** THE DATA follows **
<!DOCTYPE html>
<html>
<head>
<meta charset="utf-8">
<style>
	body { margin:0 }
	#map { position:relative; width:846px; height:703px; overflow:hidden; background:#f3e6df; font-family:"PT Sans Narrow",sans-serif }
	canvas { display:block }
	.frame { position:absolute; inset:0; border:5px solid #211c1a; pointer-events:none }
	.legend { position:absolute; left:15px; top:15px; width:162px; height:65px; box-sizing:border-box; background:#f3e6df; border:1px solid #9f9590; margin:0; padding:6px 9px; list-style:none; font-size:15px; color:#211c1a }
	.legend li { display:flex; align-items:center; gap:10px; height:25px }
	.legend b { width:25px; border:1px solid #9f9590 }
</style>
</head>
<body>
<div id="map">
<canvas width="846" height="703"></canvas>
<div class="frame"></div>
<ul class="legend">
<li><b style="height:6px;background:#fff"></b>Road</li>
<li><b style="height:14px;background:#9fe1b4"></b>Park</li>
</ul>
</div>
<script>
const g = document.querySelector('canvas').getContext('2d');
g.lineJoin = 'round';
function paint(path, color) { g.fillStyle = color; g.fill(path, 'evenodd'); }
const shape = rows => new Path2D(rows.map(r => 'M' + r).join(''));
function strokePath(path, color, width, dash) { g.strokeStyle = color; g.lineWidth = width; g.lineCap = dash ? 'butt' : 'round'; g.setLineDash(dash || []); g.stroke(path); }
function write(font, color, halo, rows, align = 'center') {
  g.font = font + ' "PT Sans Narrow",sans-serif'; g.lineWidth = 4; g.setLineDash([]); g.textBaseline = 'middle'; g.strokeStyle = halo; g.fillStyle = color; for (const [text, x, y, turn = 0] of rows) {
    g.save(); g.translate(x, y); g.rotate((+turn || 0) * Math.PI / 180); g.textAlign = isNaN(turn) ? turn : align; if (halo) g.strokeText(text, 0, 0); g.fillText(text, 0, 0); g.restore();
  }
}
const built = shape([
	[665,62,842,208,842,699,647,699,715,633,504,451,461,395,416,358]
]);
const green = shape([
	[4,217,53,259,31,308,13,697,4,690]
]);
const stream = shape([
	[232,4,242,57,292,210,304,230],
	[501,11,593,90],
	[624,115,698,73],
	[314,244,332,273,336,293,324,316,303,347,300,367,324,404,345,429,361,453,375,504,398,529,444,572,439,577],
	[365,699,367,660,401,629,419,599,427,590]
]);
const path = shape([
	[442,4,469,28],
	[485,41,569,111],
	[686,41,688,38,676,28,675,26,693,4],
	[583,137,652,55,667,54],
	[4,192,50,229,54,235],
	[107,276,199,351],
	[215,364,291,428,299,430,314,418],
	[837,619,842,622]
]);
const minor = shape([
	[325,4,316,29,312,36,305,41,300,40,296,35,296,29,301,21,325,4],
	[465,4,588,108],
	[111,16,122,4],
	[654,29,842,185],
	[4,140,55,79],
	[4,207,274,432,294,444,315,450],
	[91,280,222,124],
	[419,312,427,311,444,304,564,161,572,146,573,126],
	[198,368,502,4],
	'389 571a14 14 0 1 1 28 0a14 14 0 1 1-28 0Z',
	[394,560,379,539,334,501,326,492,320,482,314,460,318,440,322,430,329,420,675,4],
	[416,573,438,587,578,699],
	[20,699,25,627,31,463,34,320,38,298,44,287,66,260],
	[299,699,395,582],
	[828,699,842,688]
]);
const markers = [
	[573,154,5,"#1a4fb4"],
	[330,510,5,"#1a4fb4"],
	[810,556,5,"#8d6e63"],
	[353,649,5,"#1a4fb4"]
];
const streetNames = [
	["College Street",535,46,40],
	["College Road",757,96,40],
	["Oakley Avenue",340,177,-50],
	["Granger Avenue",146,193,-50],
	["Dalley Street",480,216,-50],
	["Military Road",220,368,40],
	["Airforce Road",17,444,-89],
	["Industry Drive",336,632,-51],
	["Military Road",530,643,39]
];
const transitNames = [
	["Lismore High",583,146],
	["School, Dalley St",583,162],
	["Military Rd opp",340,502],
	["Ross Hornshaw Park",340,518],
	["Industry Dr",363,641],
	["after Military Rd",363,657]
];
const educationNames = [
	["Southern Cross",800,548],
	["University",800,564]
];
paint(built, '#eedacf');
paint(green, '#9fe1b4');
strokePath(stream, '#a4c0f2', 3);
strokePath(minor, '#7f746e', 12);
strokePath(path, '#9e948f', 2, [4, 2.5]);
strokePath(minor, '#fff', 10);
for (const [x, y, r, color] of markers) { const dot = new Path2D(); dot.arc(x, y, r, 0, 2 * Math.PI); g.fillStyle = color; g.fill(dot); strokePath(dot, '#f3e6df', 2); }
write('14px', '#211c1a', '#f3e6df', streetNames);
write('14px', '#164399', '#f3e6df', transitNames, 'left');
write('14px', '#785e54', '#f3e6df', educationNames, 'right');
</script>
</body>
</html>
** End of THE DATA **
DIRECTIONS FOR THIS TASK
Search the entries for the word "canvas", then copy every line in which it is found.

YOUR RESPONSE
	canvas { display:block }
<canvas width="846" height="703"></canvas>
const g = document.querySelector('canvas').getContext('2d');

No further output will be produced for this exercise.